Taisiia Kovaliova, 15, stands amongst the rubble of a playground in front of her house hit by a Russian missile in Mykolaiv, Sunday, Oct. 23.

A Russian talk show host, Anton Krasovsky, apologized Monday after he was suspended by a Russian state broadcaster for suggesting that Ukrainian children should be drowned or burned in their homes.

“I apologize to everyone who was stunned by this,” said Krasovsky, 47, a director of broadcasting for RT, the state-funded television channel, which announced his suspension late Sunday.

“It was just tasteless,” Krasovsky said in two statements posted to Telegram, calling the comments he made last week “wild and unthinkable.”

RT, which is viewed by many as a mouthpiece of the Kremlin and has been criticized for disseminating a steady stream of Russian propaganda and disinformation to justify the invasion of Ukraine, suspended Krasovsky from his role hosting the political talk show “Antonyms.”

During a broadcast last week, he joked about sexual assault and suggested that Ukrainian children who refer to parts of Ukraine under Russian control as “occupied” should be killed.

RT’s chief editor, Margarita Simonya, called Krasovsky’s comments “disgusting” in a statement posted to her Telegram channel Sunday.

“For now, I’m stopping our collaboration, as neither I nor the rest of the RT team can afford to even think that any of us are capable of sharing such a wild thing,” she wrote, adding that she expected him to “explain what kind of temporary madness” inspired the outburst.

Krasovsky, one of a number of Russian media figures who have been placed under Western sanctions since the war began, attracted global attention in 2013 when he was fired from a late-night Russian television show after coming out as gay on air. After accusing Russian lawmakers of creating a culture of fear for gay people, he managed to reinstall himself at the center of the Kremlin’s propaganda machine and was appointed as RT’s director of broadcasting in 2020.

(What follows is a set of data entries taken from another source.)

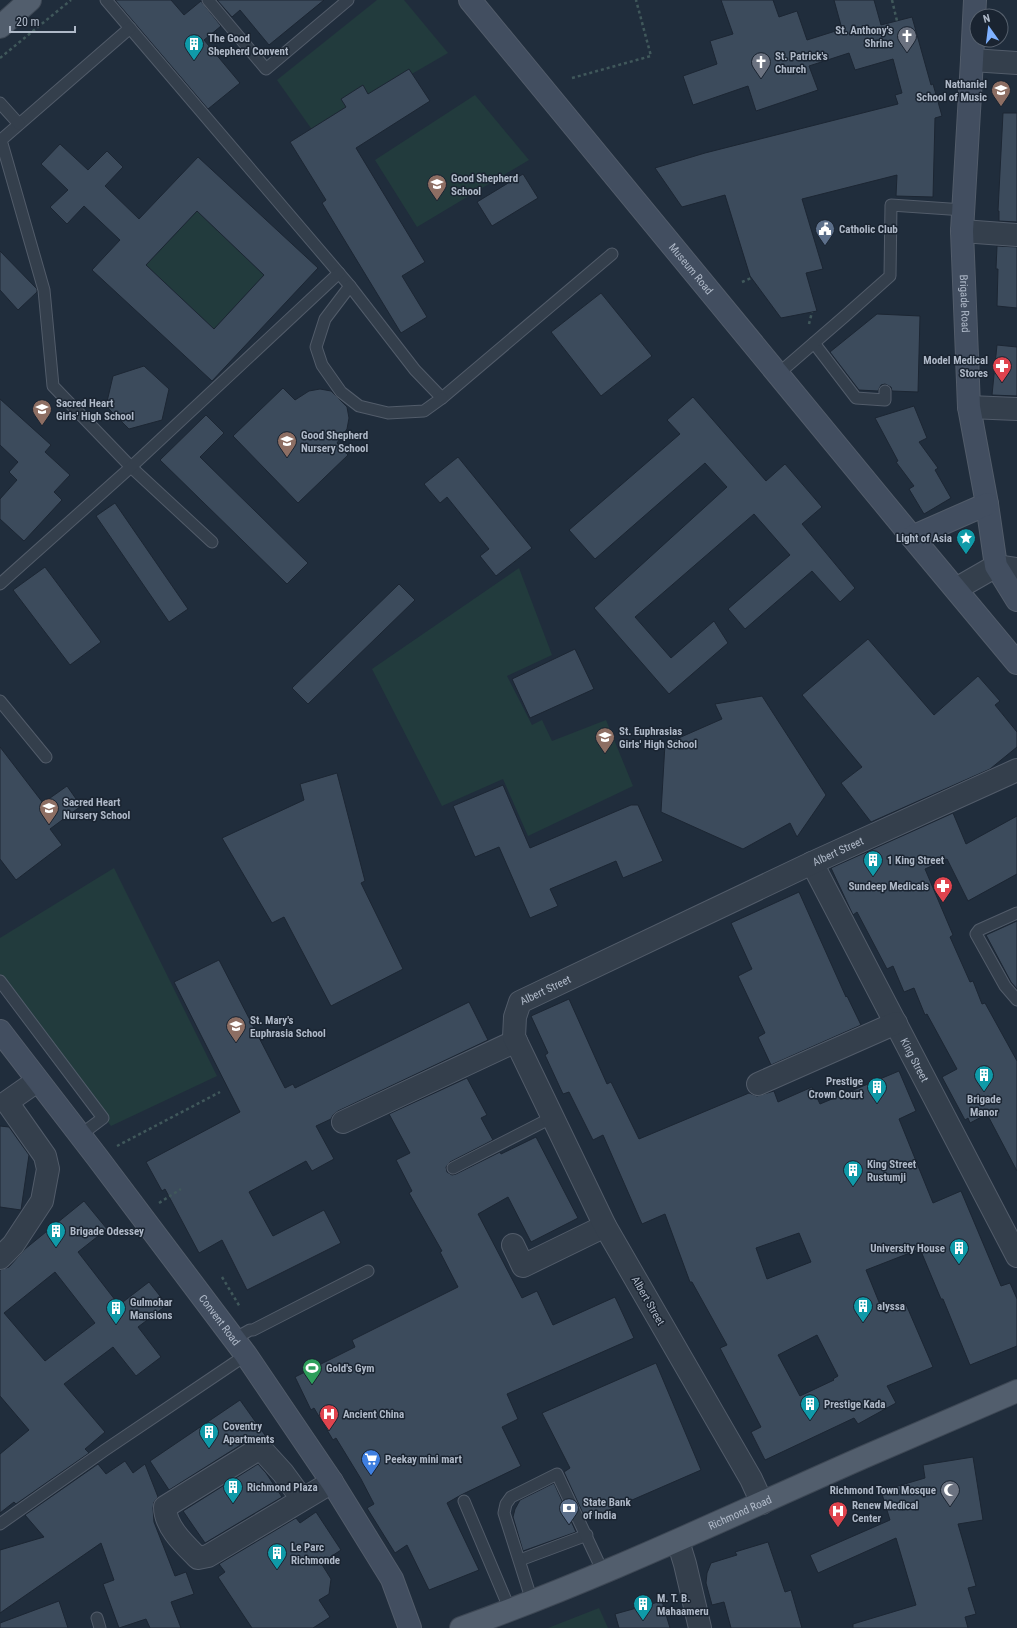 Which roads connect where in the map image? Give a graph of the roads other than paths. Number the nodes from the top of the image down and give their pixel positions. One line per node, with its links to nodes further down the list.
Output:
1 (30, 0): 7 (main road)
2 (106, 0): 8 (lane)
3 (208, 0): 4 (lane)
4 (348, 0)
5 (470, 0): 20 (main road, Museum Road)
6 (974, 0): 9 (main road, Brigade Road)
7 (0, 27)
8 (130, 28): 12 (lane); 17 (lane)
9 (972, 60): 10 (street); 13 (main road, Brigade Road)
10 (1017, 63)
11 (0, 103): 12 (lane)
12 (19, 124): 25 (lane)
13 (964, 210): 14 (main road, Brigade Road); 19 (lane)
14 (962, 231): 15 (street); 23 (main road, Brigade Road)
15 (1017, 235)
16 (612, 254): 22 (lane)
17 (339, 273): 18 (lane); 25 (lane)
18 (350, 286): 22 (lane); 22 (lane)
19 (814, 343): 20 (lane); 21 (lane)
20 (778, 374): 27 (main road, Museum Road)
21 (885, 391)
22 (442, 398)
23 (969, 406): 24 (street); 26 (main road, Brigade Road)
24 (1017, 410)
25 (130, 467): 28 (lane); 31 (lane)
26 (987, 504): 27 (main road); 29 (main road, Brigade Road)
27 (912, 537): 32 (main road)
28 (212, 542)
29 (996, 566): 30 (street); 32 (street); 33 (main road, Brigade Road)
30 (1017, 569)
31 (0, 584)
32 (956, 589): 34 (main road)
33 (1017, 600)
34 (1017, 663)
35 (0, 701): 36 (lane)
36 (46, 757)
37 (1017, 770): 38 (street, Albert Street)
38 (812, 864): 42 (street, King Street); 44 (street, Albert Street)
39 (1017, 913): 41 (lane)
40 (0, 981): 50 (lane)
41 (1017, 1000)
42 (896, 1023): 46 (street); 54 (street, King Street)
43 (0, 1031): 45 (main road, Convent Road)
44 (516, 1041): 48 (street, Albert Street); 49 (street)
45 (37, 1081): 47 (street); 50 (main road, Convent Road)
46 (758, 1084)
47 (3, 1098): 55 (street)
48 (553, 1117): 51 (lane); 52 (street, Albert Street)
49 (343, 1122)
50 (79, 1136): 57 (main road, Convent Road)
51 (453, 1168)
52 (605, 1226): 53 (street); 62 (street, Albert Street)
53 (513, 1245)
54 (1017, 1256)
55 (0, 1258)
56 (368, 1271): 57 (lane)
57 (244, 1341): 59 (main road, Convent Road); 63 (lane)
58 (1017, 1391): 62 (main road, Richmond Road)
59 (332, 1482): 60 (street); 70 (main road, Convent Road)
60 (302, 1499): 60 (street)
61 (464, 1501): 69 (lane)
62 (762, 1503): 65 (main road, Richmond Road)
63 (0, 1524)
64 (587, 1535): 66 (lane); 66 (lane); 67 (lane)
65 (678, 1541): 67 (main road, Richmond Road); 72 (street)
66 (520, 1560): 68 (lane)
67 (603, 1572): 68 (main road, Richmond Road)
68 (532, 1601): 69 (main road, Richmond Road)
69 (510, 1610): 71 (main road, Richmond Road)
70 (410, 1628)
71 (461, 1628)
72 (700, 1628)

The latest rebuke stemmed from an interview segment with Russian fantasy writer Sergei Lukyanenko, who recalled that Ukrainian children told him in the 1980s that their country was occupied by the Russians.

“Throw them in the river where the currents are strong,” Krasovsky responded, adding that they should also be thrown into houses and burned to death.

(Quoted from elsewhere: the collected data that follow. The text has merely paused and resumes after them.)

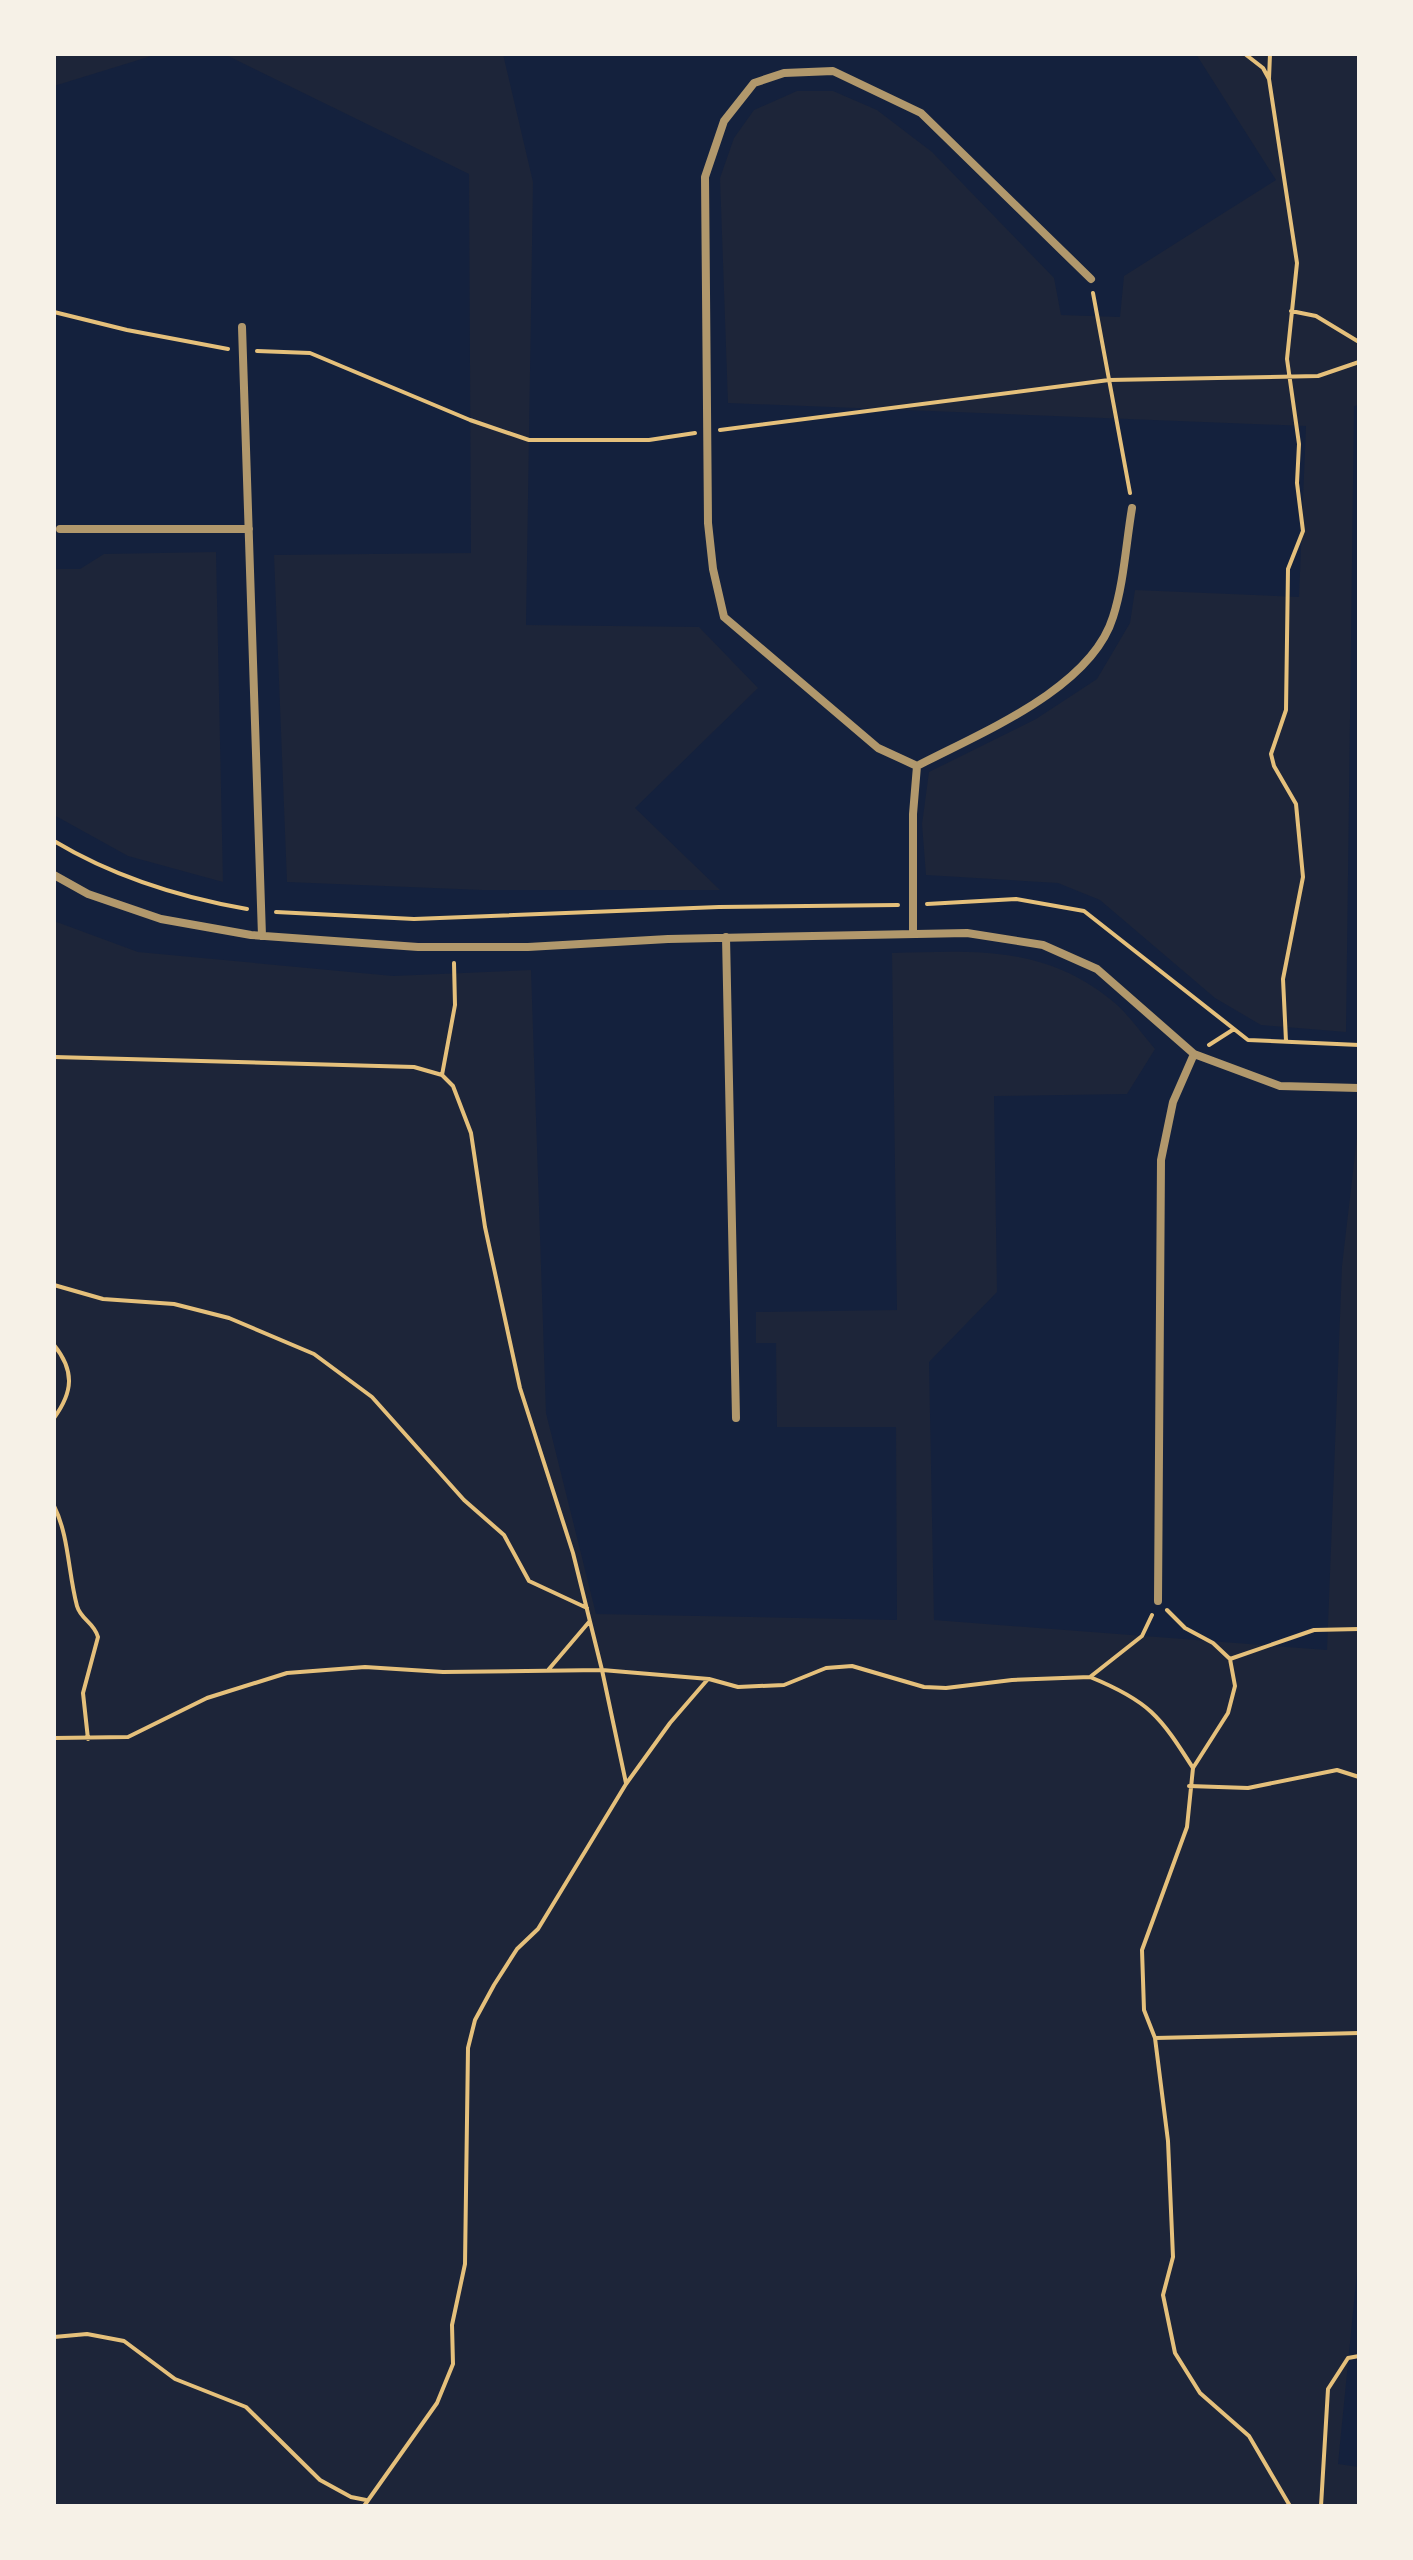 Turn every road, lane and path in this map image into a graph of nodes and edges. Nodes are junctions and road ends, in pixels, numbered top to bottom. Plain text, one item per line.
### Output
1 (1245, 54) edge
2 (1270, 54) edge
3 (1269, 79) junction
4 (1091, 279) joint
5 (1291, 311) junction
6 (54, 312) edge
7 (242, 327) dead end
8 (1359, 342) edge
9 (243, 351) junction
10 (1359, 362) edge
11 (1289, 377) junction
12 (1109, 380) junction
13 (707, 432) junction
14 (1132, 508) joint
15 (60, 529) dead end
16 (249, 529) junction
17 (917, 766) junction
18 (54, 841) edge
19 (54, 875) edge
20 (719, 907) dead end
21 (261, 912) junction
22 (913, 934) junction
23 (262, 936) junction
24 (726, 937) junction
25 (455, 947) junction
26 (1234, 1029) dead end
27 (1286, 1041) dead end
28 (1194, 1054) junction
29 (54, 1057) edge
30 (442, 1075) junction
31 (1359, 1088) edge
32 (54, 1285) edge
33 (54, 1345) edge
34 (54, 1418) edge
35 (736, 1418) dead end
36 (54, 1506) edge
37 (1158, 1601) junction
38 (587, 1608) junction
39 (590, 1621) junction
40 (1359, 1629) edge
41 (1230, 1659) junction
42 (549, 1669) junction
43 (602, 1670) junction
44 (1090, 1677) junction
45 (709, 1679) junction
46 (54, 1738) edge
47 (88, 1739) junction
48 (1193, 1768) junction
49 (1359, 1777) edge
50 (626, 1784) junction
51 (1189, 1786) junction
52 (1359, 2033) edge
53 (1155, 2038) junction
54 (54, 2337) edge
55 (1359, 2356) edge
56 (367, 2500) junction
57 (364, 2506) edge
58 (1290, 2506) edge
59 (1321, 2506) edge

1 - 3 path
2 - 3 path
3 - 5 path
4 - 12 path
4 - 13 street
5 - 8 path
5 - 11 path
6 - 9 path
7 - 9 street
9 - 13 path
9 - 16 street
10 - 11 path
11 - 12 path
11 - 27 path
12 - 13 path
12 - 14 path
13 - 17 street
14 - 17 street
15 - 16 street
16 - 21 street
17 - 22 street
18 - 21 path
19 - 23 street
20 - 21 path
21 - 23 street
22 - 24 street
22 - 28 street
23 - 25 street
24 - 25 street
24 - 35 street
25 - 30 path
26 - 28 path
28 - 31 street
28 - 37 street
29 - 30 path
30 - 38 path
32 - 38 path
33 - 34 path
36 - 47 path
37 - 41 path
37 - 44 path
38 - 39 path
39 - 42 path
39 - 43 path
40 - 41 path
41 - 48 path
42 - 43 path
42 - 47 path
43 - 45 path
43 - 50 path
44 - 45 path
44 - 48 path
45 - 50 path
46 - 47 path
48 - 51 path
49 - 51 path
50 - 56 path
51 - 53 path
52 - 53 path
53 - 58 path
54 - 56 path
55 - 59 path
56 - 57 path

Krasovsky went on to say that Ukraine “shouldn’t even exist” and joked about Russian soldiers receiving accolades for raping older Ukrainian women.

His comments triggered a searing backlash across social media, with Ukraine’s foreign minister, Dmytro Kuleba, accusing him of inciting genocide.

“Ban RT worldwide,” Kuleba wrote in a Twitter post Sunday that included a link to the program. “Governments which have still not banned RT must watch this excerpt,” he added.

The Investigative Committee of Russia, Russia’s equivalent of the FBI, said Monday that it was investigating Krasovsky’s “harsh statements.”